This strange novel opens
at a country estate sale, where after a round of intense bidding, Mr
Crawshay-Martin wins the auction for a 16th-century manuscript
containing the occult secrets of the order of the Rosicrucians. But he
does not get to enjoy his purchase long: the following morning, he is
found dead inside his locked room, his throat slashed and the book
missing. The police write the case off as a suicide, but
Crawshay-Martin's friend Dr Hawke isn't so sure. He suspects the
mysterious Gollancz, whose face, partly concealed beneath a black
sombrero hat, does not seem to have aged a day in thirty years. Who is
Gollancz, and what terrible powers of life and death does he possess?
Temple Thurston's weird story will keep readers guessing until the final
confrontation between the doctor and the Man in a Black Hat.
Originally published is 1930 this is part of a reissue project undertaken by Valancourt of forgotten and neglected gems of weird crime and thriller fiction.
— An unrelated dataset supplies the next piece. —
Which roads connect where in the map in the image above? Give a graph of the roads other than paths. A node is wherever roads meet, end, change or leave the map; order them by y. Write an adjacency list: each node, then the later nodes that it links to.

E. Temple Thurston was an author, journalist, playwright and travel writer most well known at the time for his travel book about English canals, 'The Flower of Gloster' - and his play, 'The Wandering Jew' whilst this novel slipped into - undeserved - obscurity much like the author himself.
Falling under the umbrella term of 'metaphysical fiction' (recently explored in a pair of blog posts by Mark Valentine on his Wormwoodiana blog - part 1 & part 2) Thurston's tale of a Rosicrucian mystic and a locked room murder made for a fascinating read. Sharing kinship with the likes of Charles Williams and David Lindsay it's a rumination on magic and the nature of reality if in fact the mystic in question, Gollancz, did indeed commit the murder whilst also somehow being many miles away.
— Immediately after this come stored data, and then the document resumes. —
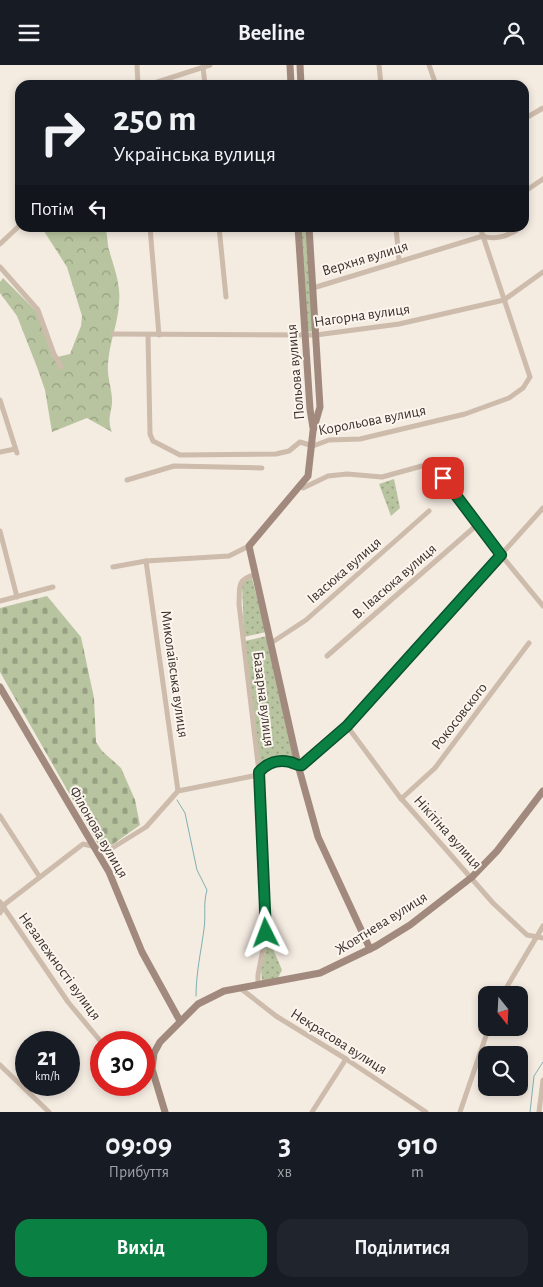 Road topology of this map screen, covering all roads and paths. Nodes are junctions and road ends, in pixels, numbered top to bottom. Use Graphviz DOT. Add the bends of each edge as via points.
graph roads {
  1 [pos="137,65"];
  2 [pos="210,65"];
  3 [pos="290,65"];
  4 [pos="300,65"];
  5 [pos="379,65"];
  6 [pos="429,65"];
  7 [pos="203,67"];
  8 [pos="138,80"];
  9 [pos="163,80"];
  10 [pos="204,80"];
  11 [pos="291,80"];
  12 [pos="301,80"];
  13 [pos="380,80"];
  14 [pos="434,80"];
  15 [pos="543,107"];
  16 [pos="529,116"];
  17 [pos="543,179"];
  18 [pos="529,189"];
  19 [pos="15,230"];
  20 [pos="150,232"];
  21 [pos="220,232"];
  22 [pos="298,232"];
  23 [pos="309,232"];
  24 [pos="396,232"];
  25 [pos="482,232"];
  26 [pos="510,232"];
  27 [pos="483,237"];
  28 [pos="0,244"];
  29 [pos="399,260"];
  30 [pos="0,267"];
  31 [pos="543,272"];
  32 [pos="313,288"];
  33 [pos="226,297"];
  34 [pos="504,300"];
  35 [pos="113,334"];
  36 [pos="148,335"];
  37 [pos="159,335"];
  38 [pos="305,335"];
  39 [pos="316,335"];
  40 [pos="61,367"];
  41 [pos="0,400"];
  42 [pos="314,431"];
  43 [pos="313,446"];
  44 [pos="0,452"];
  45 [pos="262,468"];
  46 [pos="127,481"];
  47 [pos="300,486"];
  48 [pos="543,508"];
  49 [pos="430,511"];
  50 [pos="478,524"];
  51 [pos="0,531"];
  52 [pos="249,547"];
  53 [pos="501,555"];
  54 [pos="146,561"];
  55 [pos="113,567"];
  56 [pos="254,575"];
  57 [pos="53,587"];
  58 [pos="17,597"];
  59 [pos="0,601"];
  60 [pos="543,605"];
  61 [pos="271,643"];
  62 [pos="530,643"];
  63 [pos="327,656"];
  64 [pos="0,687"];
  65 [pos="347,726"];
  66 [pos="298,765"];
  67 [pos="259,772"];
  68 [pos="178,791"];
  69 [pos="543,791"];
  70 [pos="401,799"];
  71 [pos="0,816"];
  72 [pos="94,847"];
  73 [pos="39,876"];
  74 [pos="472,877"];
  75 [pos="0,902"];
  76 [pos="2,911"];
  77 [pos="543,926"];
  78 [pos="536,937"];
  79 [pos="543,937"];
  80 [pos="370,949"];
  81 [pos="258,985"];
  82 [pos="507,986"];
  83 [pos="240,988"];
  84 [pos="180,1021"];
  85 [pos="92,1031"];
  86 [pos="486,1036"];
  87 [pos="155,1051"];
  88 [pos="346,1059"];
  89 [pos="0,1065"];
  90 [pos="155,1079"];
  91 [pos="543,1080"];
  92 [pos="48,1112"];
  93 [pos="165,1112"];
  94 [pos="312,1112"];
  95 [pos="426,1112"];
  96 [pos="460,1112"];
  97 [pos="539,1112"];
  1 -- 8 [label="street"];
  2 -- 7 [label="street"];
  3 -- 11 [label="main road"];
  4 -- 12 [label="main road"];
  5 -- 13 [label="street"];
  6 -- 14 [label="street"];
  7 -- 9 [label="street"];
  7 -- 10 [label="street"];
  15 -- 16 [label="street"];
  17 -- 18 [label="street"];
  19 -- 28 [label="street"];
  20 -- 37 [label="street"];
  21 -- 33 [label="street"];
  22 -- 38 [label="main road, Польова вулиця"];
  23 -- 32 [label="main road, Польова вулиця"];
  24 -- 29 [label="street"];
  25 -- 27 [label="street"];
  26 -- 27 [label="street, Верхня вулиця" via="491,239"];
  27 -- 29 [label="street, Верхня вулиця"];
  27 -- 34 [label="street"];
  29 -- 32 [label="street, Верхня вулиця"];
  30 -- 40 [label="street" via="38,310"];
  31 -- 34 [label="street, Нагорна вулиця"];
  32 -- 39 [label="main road, Польова вулиця"];
  34 -- 39 [label="street, Нагорна вулиця" via="399,324"];
  34 -- 43 [label="street, Корольова вулиця" via="530,377 523,388 508,398 465,415 360,439 329,440"];
  35 -- 36 [label="street, Нагорна вулиця"];
  36 -- 37 [label="street, Нагорна вулиця"];
  36 -- 43 [label="street, Корольова вулиця" via="150,434 153,441 180,455 276,454 290,451 300,442"];
  37 -- 38 [label="street, Нагорна вулиця"];
  38 -- 39 [label="street, Нагорна вулиця"];
  38 -- 42 [label="main road, Польова вулиця"];
  39 -- 42 [label="main road, Польова вулиця" via="320,407"];
  41 -- 44 [label="street" via="16,451"];
  42 -- 43 [label="main road"];
  43 -- 47 [label="main road" via="308,476"];
  45 -- 46 [label="street" via="174,466"];
  47 -- 50 [label="street" via="308,486 328,476 382,477 422,466 443,478"];
  47 -- 52 [label="main road"];
  48 -- 53 [label="street"];
  49 -- 61 [label="street, Івасюка вулиця" via="306,620"];
  50 -- 53 [label="street"];
  50 -- 63 [label="street, В. Івасюка вулиця"];
  51 -- 58 [label="street"];
  52 -- 54 [label="street" via="229,556"];
  52 -- 56 [label="main road, Базарна вулиця"];
  53 -- 60 [label="street"];
  53 -- 65 [label="street"];
  54 -- 55 [label="street"];
  54 -- 68 [label="street, Миколаївська вулиця"];
  56 -- 61 [label="main road, Базарна вулиця"];
  56 -- 67 [label="street, Базарна вулиця" via="240,582 239,604"];
  57 -- 58 [label="street"];
  58 -- 59 [label="street"];
  61 -- 66 [label="main road, Базарна вулиця"];
  62 -- 70 [label="street, Рокосовского" via="435,768"];
  64 -- 72 [label="main road, Філонова вулиця"];
  65 -- 66 [label="street" via="306,762"];
  65 -- 70 [label="street, Нікітіна вулиця"];
  66 -- 67 [label="street" via="274,762"];
  66 -- 80 [label="main road, Базарна вулиця" via="318,837"];
  67 -- 68 [label="street" via="253,776"];
  67 -- 81 [label="street, Базарна вулиця" via="266,933"];
  68 -- 72 [label="street" via="146,827 116,847 108,850"];
  69 -- 74 [label="main road, Жовтнева вулиця" via="497,851"];
  70 -- 74 [label="street, Нікітіна вулиця"];
  71 -- 73 [label="street"];
  72 -- 73 [label="street" via="83,844"];
  72 -- 84 [label="main road, Філонова вулиця" via="109,872 146,960"];
  73 -- 76 [label="street" via="4,903"];
  74 -- 78 [label="street, Нікітіна вулиця" via="514,924 527,935"];
  74 -- 80 [label="main road, Жовтнева вулиця" via="410,925"];
  75 -- 76 [label="street, Незалежності вулиця"];
  76 -- 85 [label="street, Незалежності вулиця"];
  77 -- 78 [label="street"];
  78 -- 79 [label="street"];
  78 -- 82 [label="street"];
  80 -- 81 [label="main road, Жовтнева вулиця" via="320,973"];
  81 -- 83 [label="main road, Жовтнева вулиця"];
  83 -- 84 [label="main road, Жовтнева вулиця" via="209,997"];
  83 -- 88 [label="street, Некрасова вулиця" via="276,1016"];
  84 -- 87 [label="main road, Жовтнева вулиця"];
  86 -- 96 [label="street"];
  88 -- 94 [label="street"];
  88 -- 95 [label="street, Некрасова вулиця"];
  89 -- 92 [label="street"];
  90 -- 93 [label="main road"];
  91 -- 97 [label="street"];
}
The confusion and frustration our protagonist, Dr. Hawke, feels whilst trying to puzzle out the improbable how of things is contrasted by the cool certainty of his counterpart. Perhaps unusually for a locked room mystery we are always in concert with the good Doctor that Gollancz is indeed guilty and we are swept along in the wake of Hawke's erratic ruminations and investigations.
The book - as is the case with a number of these reissues - contains an introduction by the aforementioned Mark Valentine (where I cribbed the background info from) who provides one of his characteristically informative author overviews as well as thoughts on the template for our villanous mystic.
A truly captivating, thoroughly enjoyable read that hopefully with this reissue will now be enjoyed by the wider audience it deserves.